La Turchia ha inviato truppe in Libia nel 2020 per difendere il Governo riconosciuto a livello internazionale di Tripoli contro i suoi oppositori nella guerra civile libica. Non è mai intervenuta ufficialmente nel Nagorno-Karabakh, anche se la vittoria militare dell’Azerbaigian sull’enclave abitata da armeni nella guerra del 2020 è dovuta principalmente alla fornitura di veicoli aerei senza pilota di fabbricazione turca. La Turchia, storico alleato di Israele e uno dei suoi principali partner commerciali in Medio Oriente, ha interrotto le relazioni diplomatiche lo scorso ottobre in seguito al conflitto di Gaza e lo scorso aprile ha imposto restrizioni all’esportazione di beni turchi in Israele. In tutti i suoi discorsi Erdoğan sostiene una soluzione al conflitto attraverso la creazione di uno Stato palestinese vicino a Israele sui confini del 1967 e offre la partecipazione della Turchia ai relativi negoziati come “potenza garante”. Nel suo discorso a Rize si è anche difeso dall’accusa di un partito islamista alleato dell’Akp di non aver invitato ad Ankara il leader dell’autorità palestinese, Abū Māzen.

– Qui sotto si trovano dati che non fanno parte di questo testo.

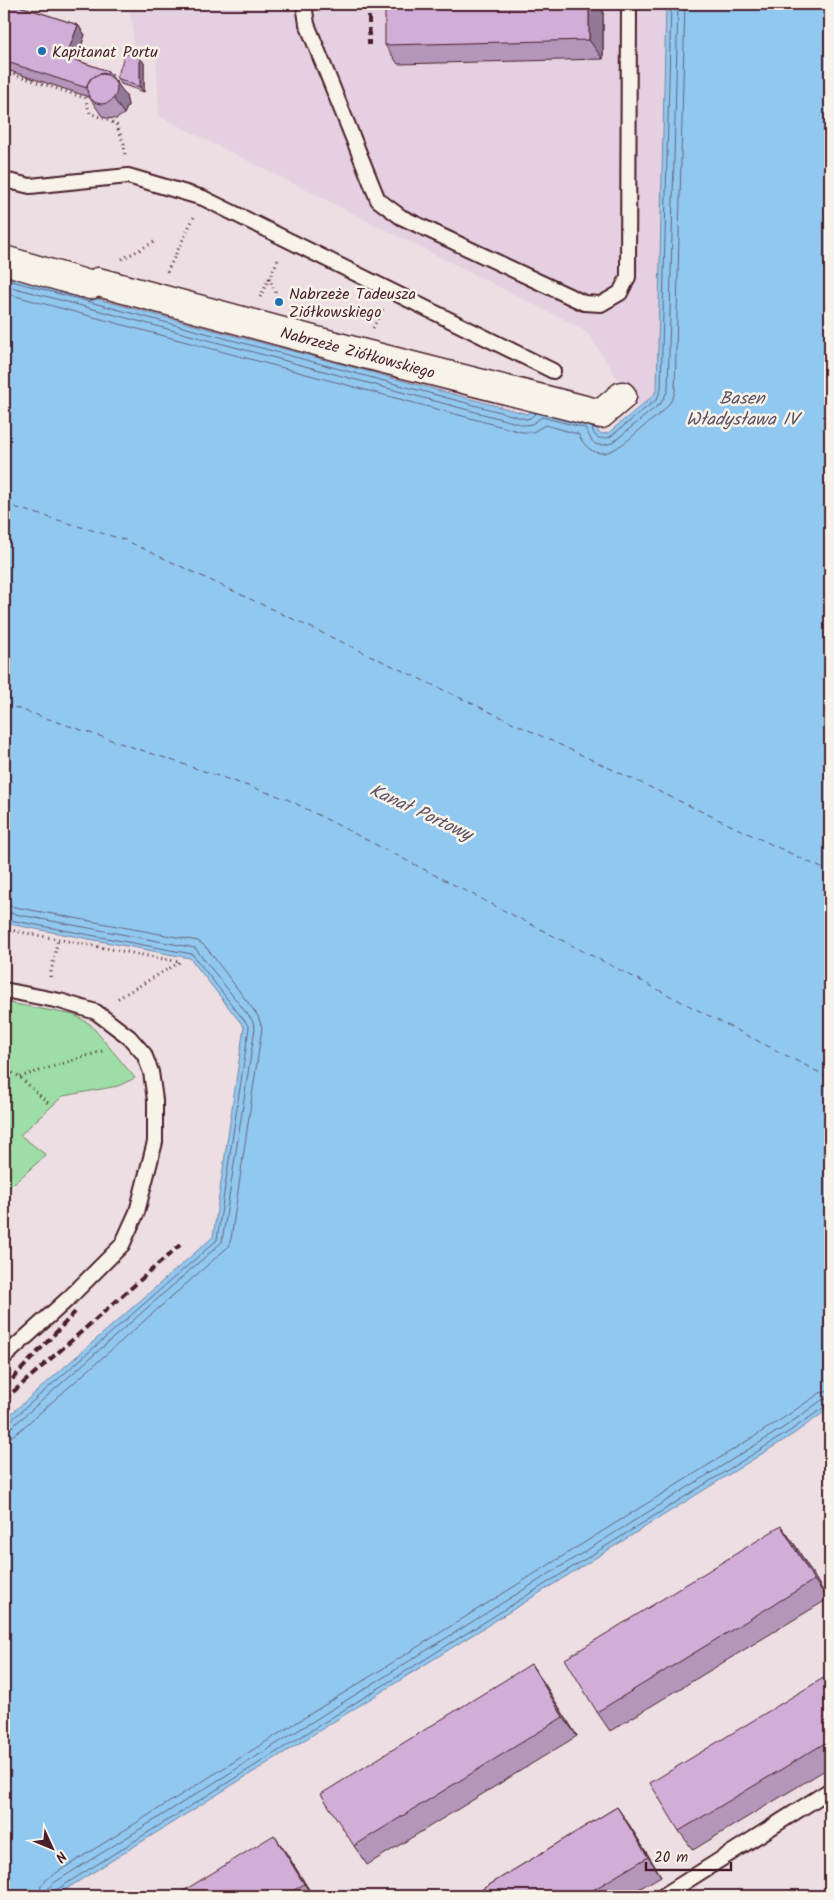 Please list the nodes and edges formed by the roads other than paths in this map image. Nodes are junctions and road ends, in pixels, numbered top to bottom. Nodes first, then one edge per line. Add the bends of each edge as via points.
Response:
1 (304, 4) edge
2 (629, 4) edge
3 (4, 180) edge
4 (4, 260) edge
5 (553, 371) dead end
6 (622, 396) dead end
7 (4, 990) edge
8 (4, 1357) edge
9 (830, 1790) edge
10 (663, 1896) edge

1 - 2 lane via 307,24 378,200 401,216 584,303 602,304 620,293 628,277
3 - 5 lane via 30,186 128,176 203,198
4 - 6 street, Nabrzeże Ziółkowskiego via 86,284 98,282 601,414
7 - 8 lane via 96,1012 129,1037 144,1054 151,1072 155,1100 155,1142 137,1212 122,1245
9 - 10 lane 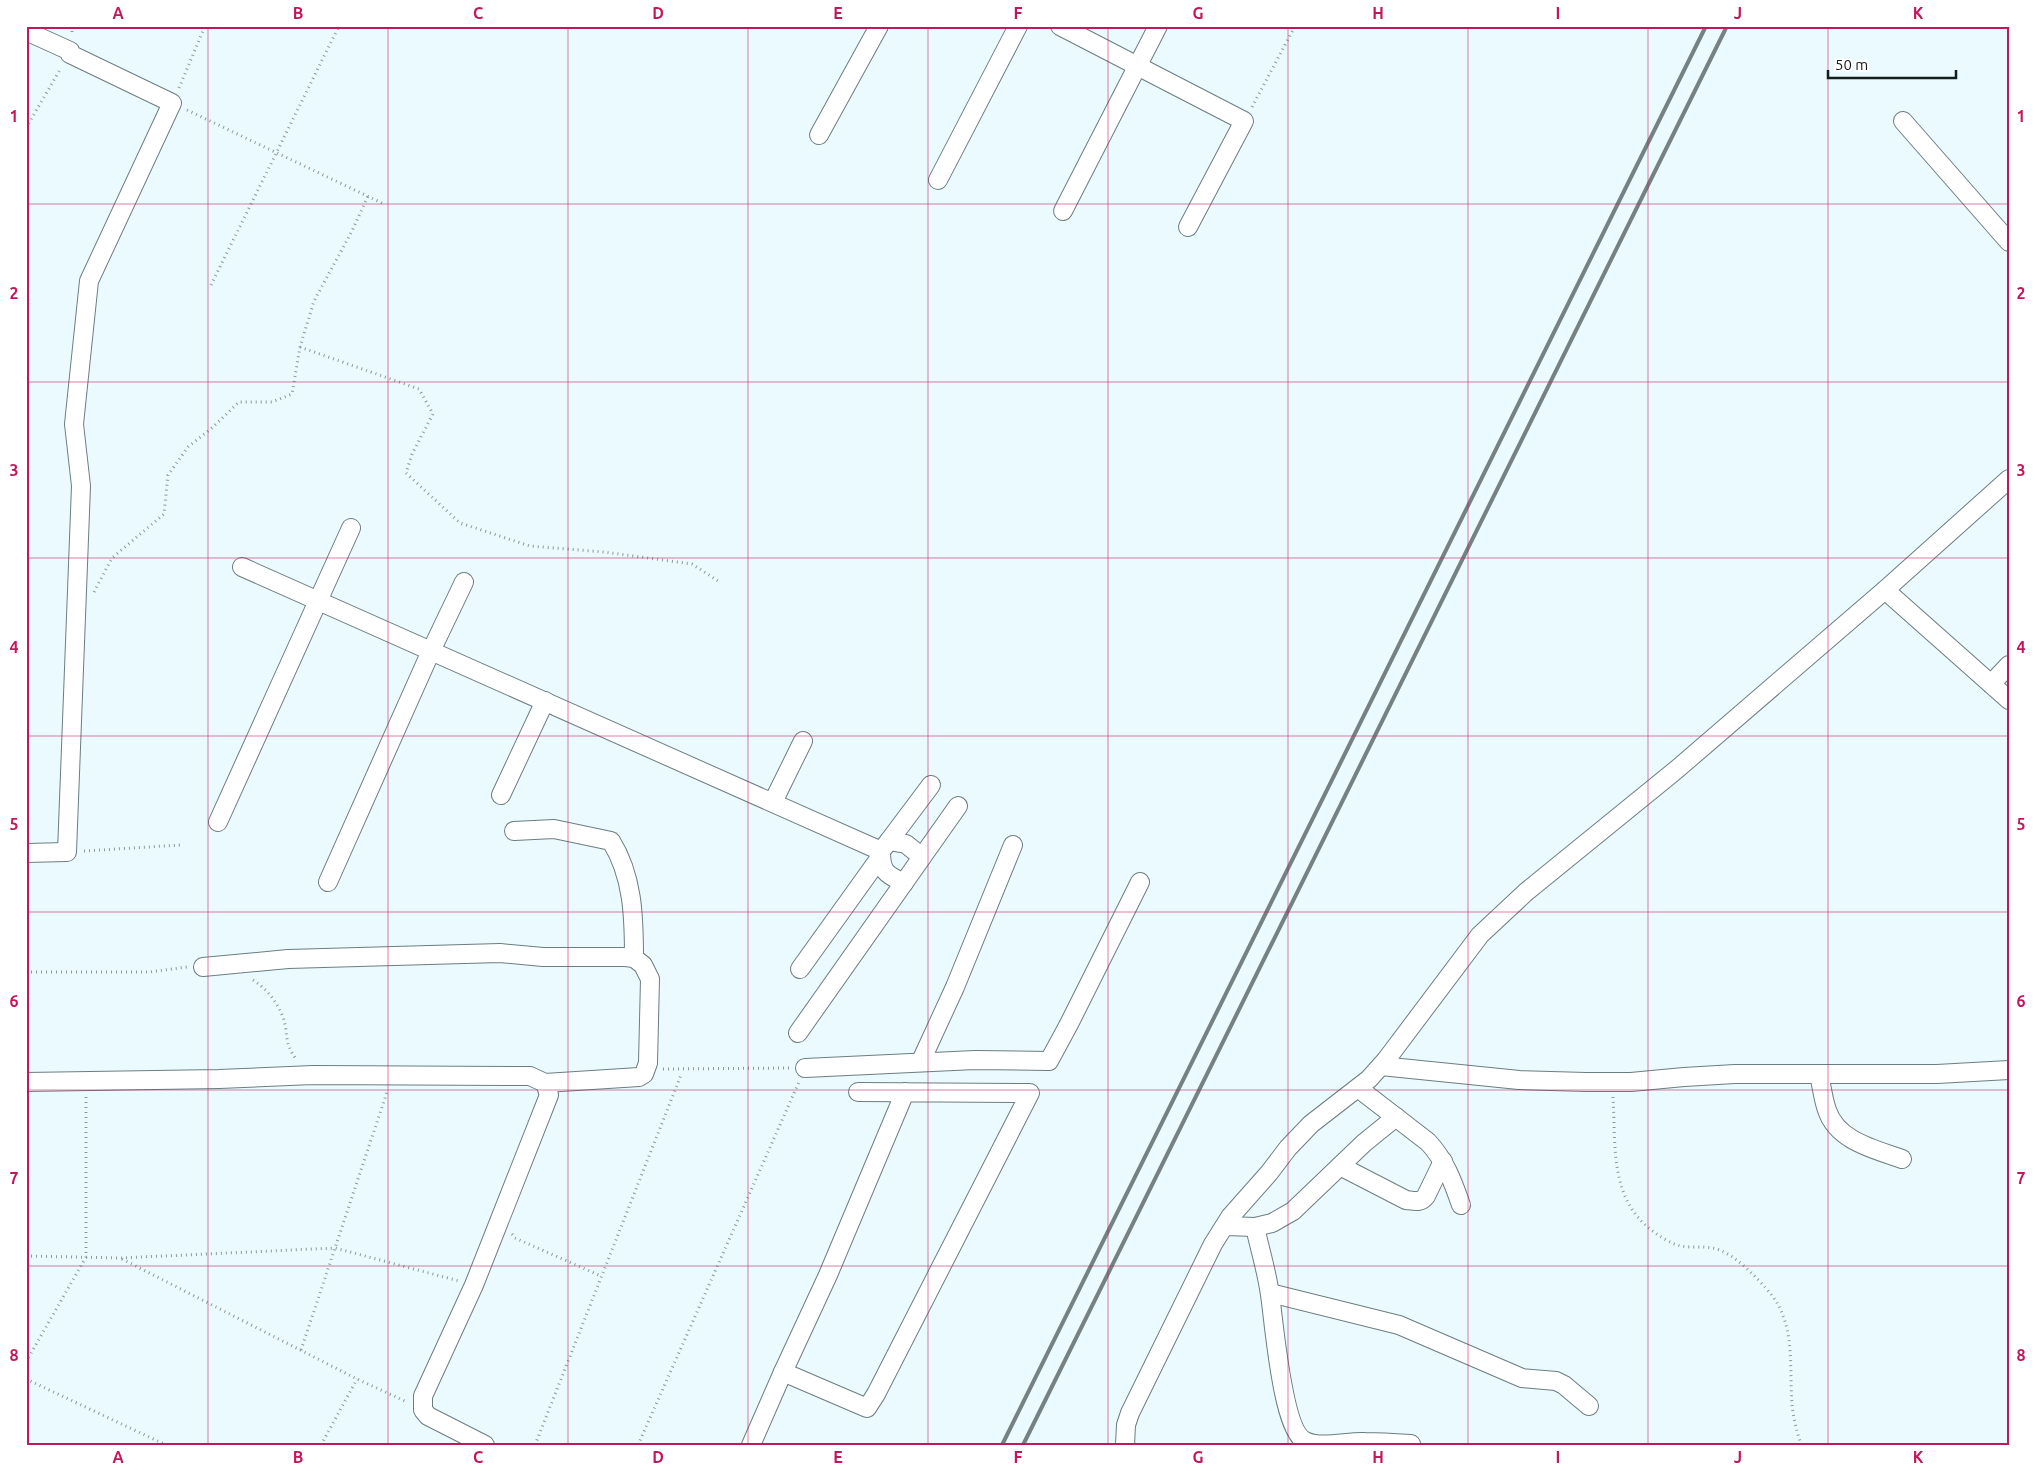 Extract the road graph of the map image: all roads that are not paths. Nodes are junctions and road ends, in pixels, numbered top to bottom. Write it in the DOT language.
graph roads {
  1 [pos="879,26"];
  2 [pos="1018,26"];
  3 [pos="1060,26"];
  4 [pos="1158,26"];
  5 [pos="26,32"];
  6 [pos="1138,66"];
  7 [pos="1903,121"];
  8 [pos="820,135"];
  9 [pos="938,180"];
  10 [pos="1063,211"];
  11 [pos="1188,228"];
  12 [pos="2009,242"];
  13 [pos="2009,479"];
  14 [pos="351,528"];
  15 [pos="242,567"];
  16 [pos="464,582"];
  17 [pos="1885,590"];
  18 [pos="317,600"];
  19 [pos="431,651"];
  20 [pos="2009,665"];
  21 [pos="1991,684"];
  22 [pos="2009,700"];
  23 [pos="545,702"];
  24 [pos="803,741"];
  25 [pos="931,785"];
  26 [pos="501,795"];
  27 [pos="773,802"];
  28 [pos="958,806"];
  29 [pos="218,822"];
  30 [pos="514,831"];
  31 [pos="1013,845"];
  32 [pos="884,849"];
  33 [pos="26,853"];
  34 [pos="922,857"];
  35 [pos="328,882"];
  36 [pos="1140,882"];
  37 [pos="904,883"];
  38 [pos="634,958"];
  39 [pos="203,967"];
  40 [pos="800,969"];
  41 [pos="798,1033"];
  42 [pos="921,1061"];
  43 [pos="1381,1066"];
  44 [pos="805,1068"];
  45 [pos="2009,1070"];
  46 [pos="1820,1075"];
  47 [pos="26,1082"];
  48 [pos="545,1083"];
  49 [pos="1358,1088"];
  50 [pos="858,1092"];
  51 [pos="905,1092"];
  52 [pos="1396,1117"];
  53 [pos="1902,1159"];
  54 [pos="1443,1160"];
  55 [pos="1340,1166"];
  56 [pos="1461,1205"];
  57 [pos="1225,1226"];
  58 [pos="1255,1227"];
  59 [pos="1270,1293"];
  60 [pos="783,1372"];
  61 [pos="1589,1406"];
  62 [pos="1411,1444"];
  63 [pos="484,1445"];
  64 [pos="751,1445"];
  65 [pos="1125,1445"];
  1 -- 8 [label="street"];
  2 -- 9 [label="street"];
  3 -- 6 [label="street"];
  4 -- 6 [label="street"];
  5 -- 33 [label="street"];
  6 -- 10 [label="street"];
  6 -- 11 [label="street"];
  7 -- 12 [label="street"];
  13 -- 17 [label="street"];
  14 -- 18 [label="street"];
  15 -- 18 [label="street"];
  16 -- 19 [label="street"];
  17 -- 21 [label="street"];
  17 -- 43 [label="street"];
  18 -- 19 [label="street"];
  18 -- 29 [label="street"];
  19 -- 23 [label="street"];
  19 -- 35 [label="street"];
  20 -- 21 [label="street"];
  21 -- 22 [label="street"];
  23 -- 26 [label="street"];
  23 -- 27 [label="street"];
  24 -- 27 [label="street"];
  25 -- 32 [label="street"];
  27 -- 32 [label="street"];
  28 -- 34 [label="street"];
  30 -- 38 [label="street"];
  31 -- 42 [label="street"];
  32 -- 34 [label="street"];
  32 -- 37 [label="street"];
  32 -- 40 [label="street"];
  34 -- 37 [label="street"];
  36 -- 42 [label="street"];
  37 -- 41 [label="street"];
  38 -- 39 [label="street"];
  38 -- 48 [label="street"];
  42 -- 44 [label="street"];
  43 -- 46 [label="street"];
  43 -- 49 [label="street"];
  45 -- 46 [label="street"];
  46 -- 53 [label="street"];
  47 -- 48 [label="street"];
  48 -- 63 [label="street"];
  49 -- 52 [label="street"];
  49 -- 57 [label="street"];
  50 -- 51 [label="street"];
  51 -- 60 [label="street"];
  51 -- 60 [label="street"];
  52 -- 54 [label="street"];
  52 -- 55 [label="street"];
  54 -- 55 [label="street"];
  54 -- 56 [label="street"];
  55 -- 58 [label="street"];
  57 -- 58 [label="street"];
  57 -- 65 [label="street"];
  58 -- 59 [label="street"];
  59 -- 61 [label="street"];
  59 -- 62 [label="street"];
  60 -- 64 [label="street"];
}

“Abbiamo interrotto tutti gli scambi commerciali con Israele, abbiamo interrotto le relazioni... e ci dicono che dovremmo invitare Abū Māzen a parlare in Parlamento. E chi dice che non lo abbiamo invitato?”, ha chiesto Erdoğan. “Abbiamo invitato Abu Mazen, ma purtroppo non ci ha dato una risposta positiva. D’ora in poi agiremo di conseguenza”, ha detto Erdoğan, che già ieri aveva lasciato intendere che Abū Māzen ‘dovrebbe scusarsi’ con la Turchia per aver rifiutato l’invito. Il ministro degli Esteri Israel Katz risponde alla minaccia del presidente turco Recep Tayyip Erdoğan di invadere Israele, paragonandolo all’ex dittatore iracheno Saddam Hussein, lo scrive il Times of Israel. “Erdoğan sta seguendo la strada di Saddam Hussein e minaccia di attaccare Israele. Dovrebbe solo ricordare cosa è successo lì e come è finita”, scrive Katz su X.
Intanto, l’ufficio di Netanyahu ha annunciato la conclusione della riunione del gabinetto al ministero della Difesa a Tel Aviv. “I membri del gabinetto politico di sicurezza hanno autorizzato il premier Benjamin Netanyahu e il ministro della Difesa, Yoav Gallant, a decidere le modalità e le tempistiche contro l’organizzazione terroristica di Hezbollah”. Israele sta preparando la sua risposta all’attacco mortale dal Libano che a Mjdal Shams sul Golan ha ucciso 12 bambini e adolescenti drusi in un campo di calcio. Una prima reazione militare israeliana, con la tensione ormai alle stelle, c’è stata la notte scorsa ma non è stata sicuramente quella definitiva. A deciderne il momento e l’ampiezza è il Gabinetto di sicurezza politico convocato al complesso della difesa a Tel Aviv dal premier Benyamin Netanyahu appena sbarcato dall’aereo che lo ha riportato dagli Usa. Allo stesso tavolo il ministro della difesa Yoav Gallant e i vertici militari. Fonti diplomatiche hanno dato per “certa” la risposta anche se – hanno aggiunto – si sta lavorando “per limitare l’attacco in termini di dimensioni e luoghi, evitando le grandi città densamente popolate, inclusa Beirut”. Obiettivo è quello di non scatenare – con la contro-reazione degli Hezbollah – una guerra aperta. Intanto il capo di stato maggiore dell’Idf Herzi Halevi ha tenuto “una riunione di valutazione e di approvazione dei piani operativi per il Fronte del nord”. Piani sul tavolo del Gabinetto di sicurezza che stabiliscono le modalità e le zone interessate dall’azione.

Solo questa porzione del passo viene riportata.